TEMPO.CO, Jakarta - Menteri Luar Negeri (Menlu) RI, Retno Marsudi dalam Pertemuan Terbuka Dewan Keamanan (DK) PBB pada 24 Juni 2020 mengingatkan kembali bahwa masyarakat Palestina sudah terlalu lama mengalami ketidakadilan, pelanggaran HAM dan situasi kemanusiaan yang buruk. Aneksasi Israel merupakan ancaman bagi masa depan bangsa Palestina.
“Pilihan ada di tangan kita, apakah akan berpihak kepada hukum internasional, atau menutup mata dan berpihak di sisi lain yang memperbolehkan tindakan yang bertentangan dengan hukum internasional?," kata Menlu Retno dalam pertemuan yang dilakukan secara virtual mengenai Situasi di Timur Tengah.

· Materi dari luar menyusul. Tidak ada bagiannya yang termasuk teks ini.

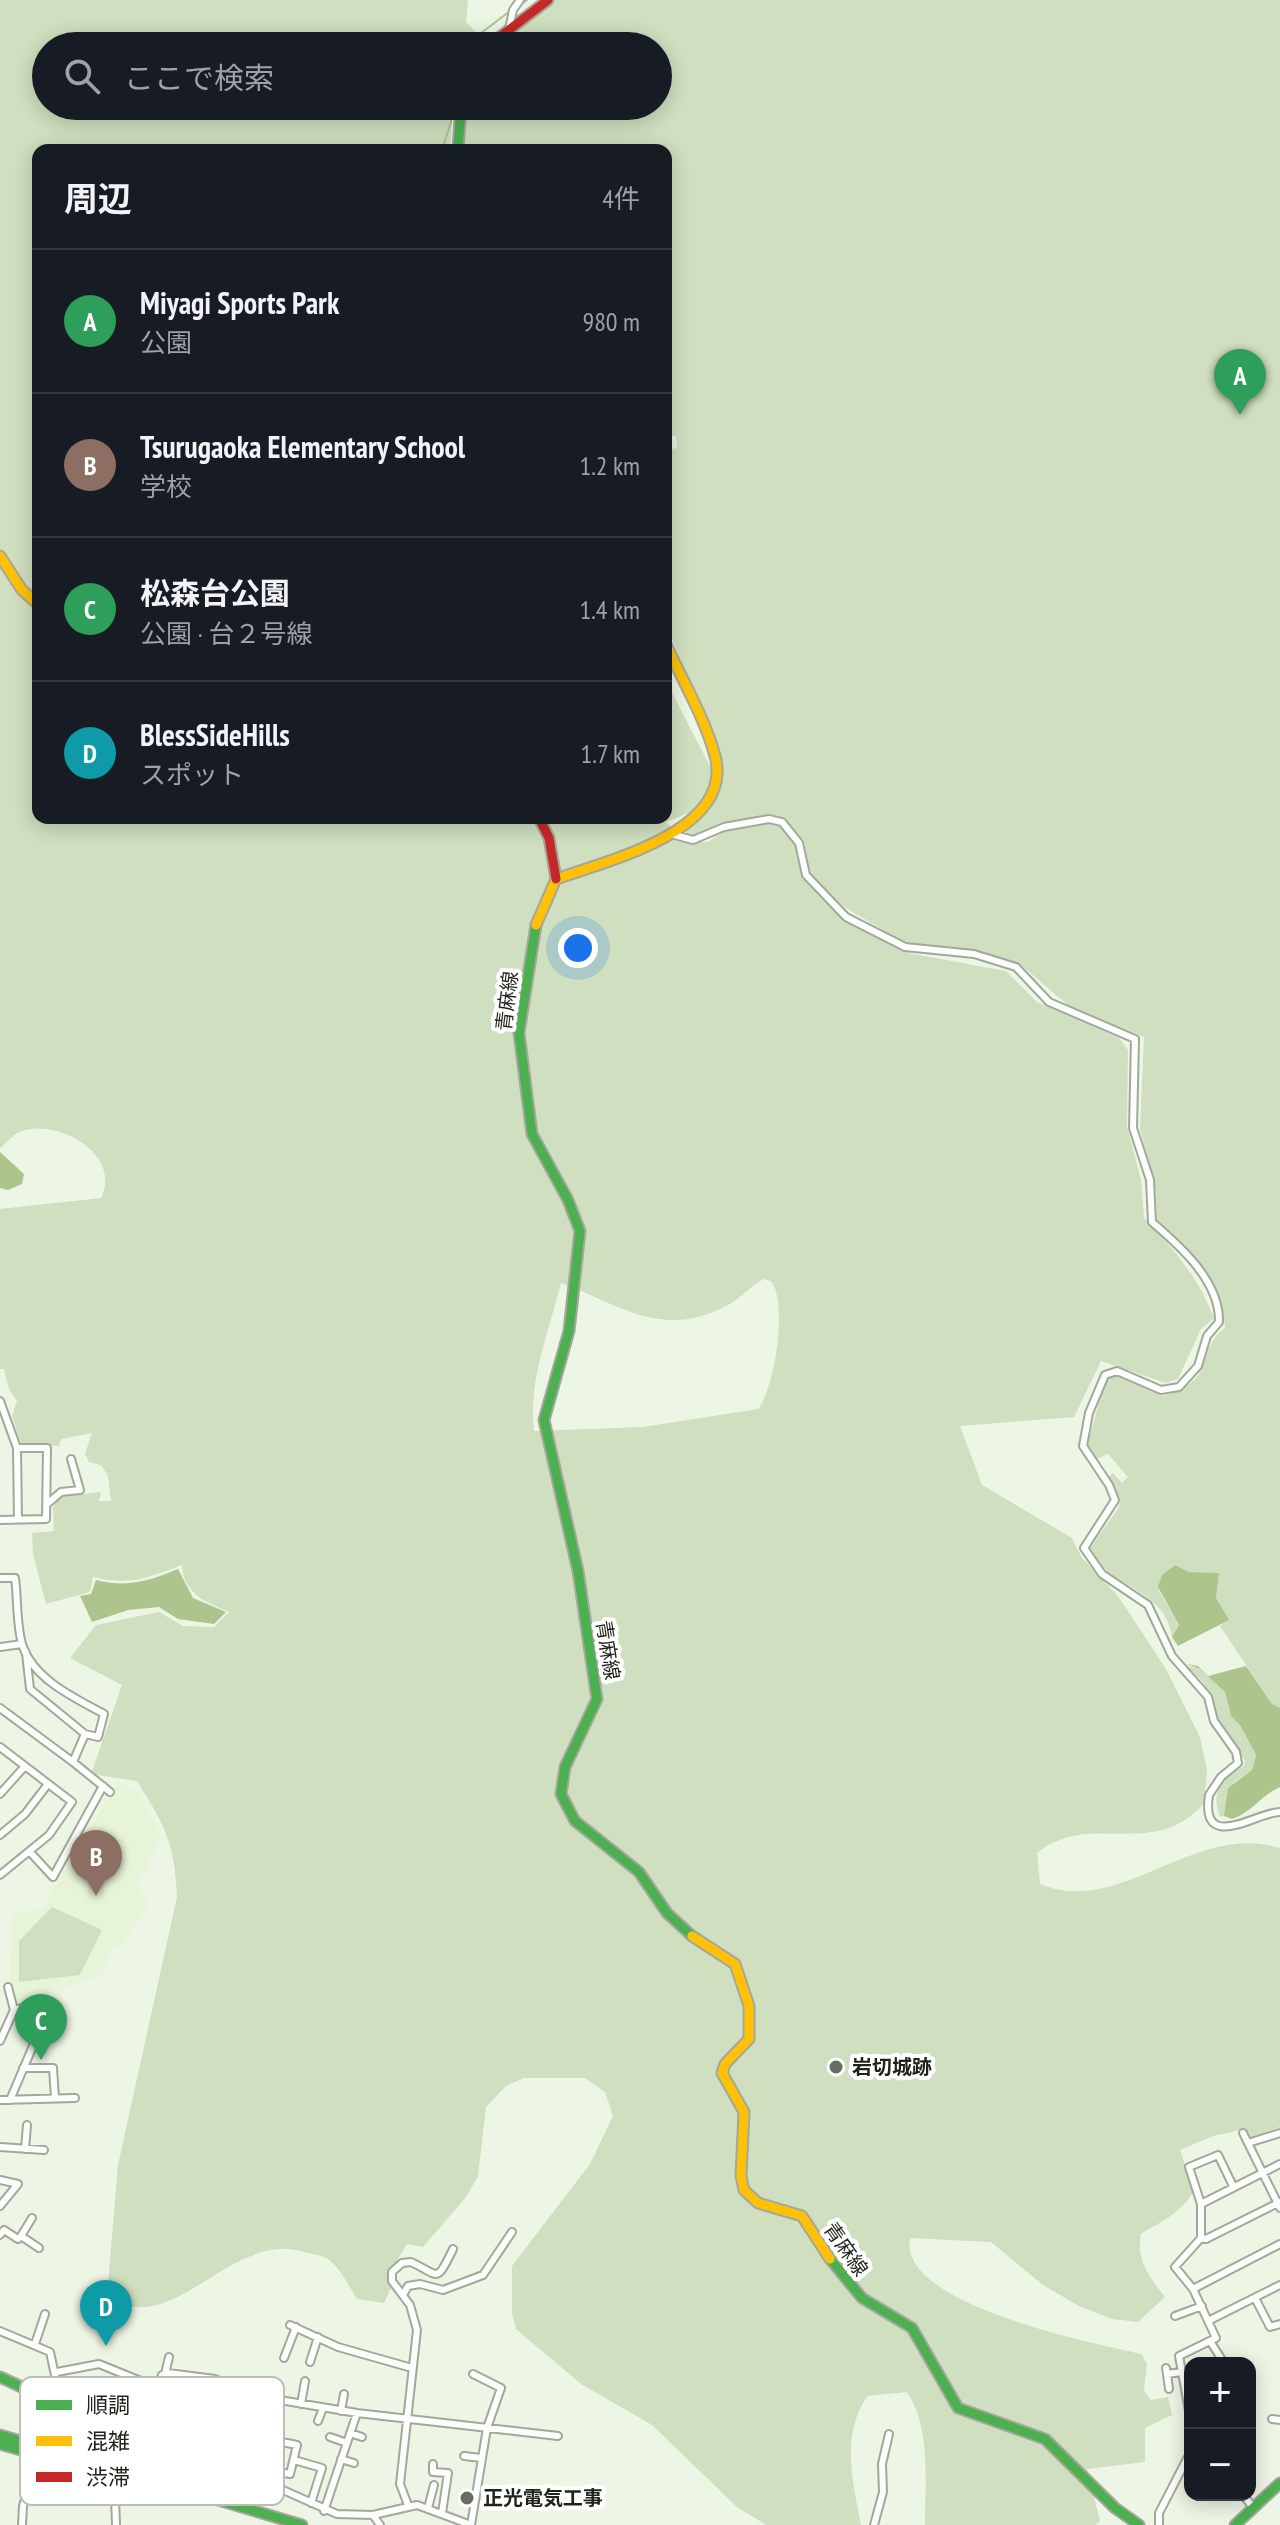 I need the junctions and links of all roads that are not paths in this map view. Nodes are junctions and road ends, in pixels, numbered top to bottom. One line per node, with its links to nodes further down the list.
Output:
1 (520, 0): 3 (street)
2 (548, 0): 3 (street)
3 (509, 29): 4 (street)
4 (505, 32)
5 (460, 120): 6 (street)
6 (458, 144)
7 (0, 556): 8 (street)
8 (32, 599)
9 (672, 658): 11 (street)
10 (542, 824): 12 (street)
11 (668, 833): 12 (street); 32 (street)
12 (556, 879): 150 (street, 青麻線)
13 (0, 1401): 14 (street)
14 (17, 1448): 16 (street); 17 (street)
15 (71, 1459): 16 (street)
16 (47, 1504): 17 (street)
17 (18, 1519): 18 (street)
18 (0, 1520)
19 (0, 1578): 20 (street)
20 (22, 1644): 21 (street); 22 (street)
21 (0, 1647)
22 (26, 1653): 24 (street); 24 (street)
23 (0, 1708): 26 (street)
24 (85, 1734): 26 (street)
25 (0, 1747): 27 (street)
26 (73, 1762): 29 (street)
27 (25, 1766): 28 (street); 31 (street)
28 (48, 1784): 33 (street); 34 (street)
29 (103, 1786): 30 (street); 34 (street)
30 (110, 1792)
31 (0, 1794)
32 (1280, 1812)
33 (0, 1835)
34 (30, 1852): 36 (street)
35 (0, 1863): 36 (street)
36 (3, 1873)
37 (8, 1987): 38 (street)
38 (14, 2010): 39 (street); 40 (street)
39 (0, 2039)
40 (23, 2068): 41 (street); 44 (street)
41 (55, 2098): 42 (street); 44 (street)
42 (75, 2098)
43 (0, 2100): 44 (street)
44 (10, 2100)
45 (27, 2125): 50 (street)
46 (1243, 2133): 48 (street)
47 (1280, 2133): 48 (street)
48 (1248, 2143): 53 (street)
49 (0, 2147): 50 (street)
50 (25, 2149): 51 (street)
51 (44, 2150)
52 (1280, 2164): 53 (street)
53 (1262, 2172): 55 (street); 57 (street)
54 (0, 2180): 58 (street)
55 (1233, 2186): 56 (street); 56 (street)
56 (1201, 2204): 63 (street)
57 (1279, 2205): 63 (street)
58 (0, 2206)
59 (32, 2218): 62 (street)
60 (512, 2232): 69 (street)
61 (0, 2235): 62 (street)
62 (21, 2236): 65 (street)
63 (1201, 2238): 68 (street)
64 (1280, 2244): 68 (street)
65 (39, 2248)
66 (453, 2249): 69 (street)
67 (1280, 2285): 70 (street)
68 (1193, 2289): 71 (street)
69 (403, 2295): 84 (street)
70 (1255, 2298): 74 (street); 75 (street)
71 (1202, 2306): 73 (street); 74 (street)
72 (45, 2314): 79 (street)
73 (1175, 2316)
74 (1210, 2320): 78 (street)
75 (1280, 2324)
76 (0, 2331): 79 (street)
77 (318, 2337): 82 (street); 83 (street); 84 (street)
78 (1210, 2341): 81 (street); 86 (street)
79 (35, 2344): 85 (street)
80 (169, 2357): 87 (street)
81 (1220, 2357)
82 (284, 2358)
83 (310, 2362)
84 (412, 2368): 104 (street)
85 (57, 2372): 91 (street); 92 (street)
86 (1182, 2372): 89 (street); 97 (street)
87 (165, 2374): 93 (street); 94 (street)
88 (473, 2374): 106 (street)
89 (1184, 2376)
90 (0, 2377): 96 (street)
91 (57, 2377)
92 (131, 2377)
93 (164, 2377)
94 (194, 2377)
95 (305, 2381): 100 (street)
96 (20, 2386)
97 (1169, 2389)
98 (344, 2394): 102 (street)
99 (284, 2401): 100 (street)
100 (301, 2404): 101 (street)
101 (323, 2408): 102 (street); 105 (street)
102 (341, 2411): 103 (street)
103 (357, 2413): 104 (street); 107 (street)
104 (405, 2420): 106 (street); 136 (street)
105 (318, 2421)
106 (487, 2428): 110 (street); 119 (street)
107 (350, 2433): 112 (street); 114 (street)
108 (889, 2434): 149 (street)
109 (0, 2435): 116 (street)
110 (558, 2436)
111 (330, 2437): 114 (street)
112 (362, 2437)
113 (284, 2442): 121 (street)
114 (347, 2443): 120 (street)
115 (0, 2444): 117 (street)
116 (20, 2444)
117 (20, 2448)
118 (464, 2456): 119 (street)
119 (481, 2458): 148 (street)
120 (341, 2459): 122 (street); 140 (street)
121 (294, 2460): 125 (street); 130 (street)
122 (354, 2463)
123 (433, 2464): 141 (street)
124 (1184, 2465): 151 (street)
125 (284, 2473)
126 (1280, 2483): 137 (street)
127 (434, 2485): 138 (street)
128 (284, 2490): 130 (street)
129 (1248, 2501): 137 (street)
130 (311, 2503): 140 (street)
131 (23, 2505): 143 (street)
132 (115, 2505): 144 (street)
133 (214, 2505): 145 (street)
134 (230, 2505): 139 (street)
135 (249, 2505): 139 (street)
136 (408, 2505): 138 (street); 142 (street)
137 (1252, 2506): 152 (street)
138 (428, 2508): 141 (street)
139 (249, 2510): 146 (street)
140 (324, 2511): 142 (street)
141 (442, 2513): 148 (street)
142 (373, 2515): 147 (street)
143 (22, 2525)
144 (116, 2525)
145 (278, 2525)
146 (302, 2525)
147 (380, 2525)
148 (471, 2525)
149 (874, 2525)
150 (1139, 2525)
151 (1159, 2525)
152 (1235, 2525)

Menteri Luar Negeri RI, Retno Marsudi, mengikuti Pertemuan Terbuka Dewan Keamanan (DK) PBB yang dilakukan secara virtual mengenai Situasi di Timur Tengah pada 24 Juni 2020. Sumber: dokumen Kementerian Luar Negeri RI
Dikutip dari kemlu.go.id, dalam pertemuan itu Menlu Retno mengutarakan tiga alasan mengapa masyarakat internasional harus menolak rencana aneksasi Israel.
Pertama, rencana aneksasi formal Israel terhadap wilayah Palestina merupakan pelanggaran hukum internasional. Memperbolehkan aneksasi artinya membuat preseden dimana penguasaan wilayah dengan cara aneksasi adalah perbuatan legal dalam hukum internasional.
“Seluruh pihak harus menolak secara tegas di seluruh forum internasional baik melalui pernyataan maupun tindakan nyata bahwa aneksasi adalah ilegal" ujar Menlu Retno.
Kedua, rencana aneksasi formal Israel ini merupakan ujian bagi kredibilitas dan legitimasi Dewan Keamanan PBB di mata dunia internasional. DK PBB harus cepat mengambil langkah cepat yang sejalan dengan Piagam PBB.
“Siapapun yang mengancam terhadap perdamaian dan keamanan internasional harus diminta pertanggungjawabannya dihadapan Dewan Keamanan PBB. Tidak boleh ada standar ganda" sebut Retno.
Ketiga, aneksasi akan merusak seluruh prospek perdamaian. Aneksasi juga akan menciptakan instabilitas di kawasan dan dunia sehingga terdapat urgensi adanya proses perdamaian yang kredibel dimana seluruh pihak berdiri sejajar.
Bersama Tunisia dan Afrika Selatan, Indonesia memprakarsai penyelenggaraan pertemuan DK ini di tingkat Menteri, guna membahas rencana aneksasi Israel. Pertemuan dihadiri Sekretaris Jenderal PBB, Sekretaris Jenderal Liga Arab, UN Special Coordinator for the Middle East Peace Process, Menteri Luar Negeri Palestina, dan Menteri Luar Negeri dari beberapa negara anggota DK PBB.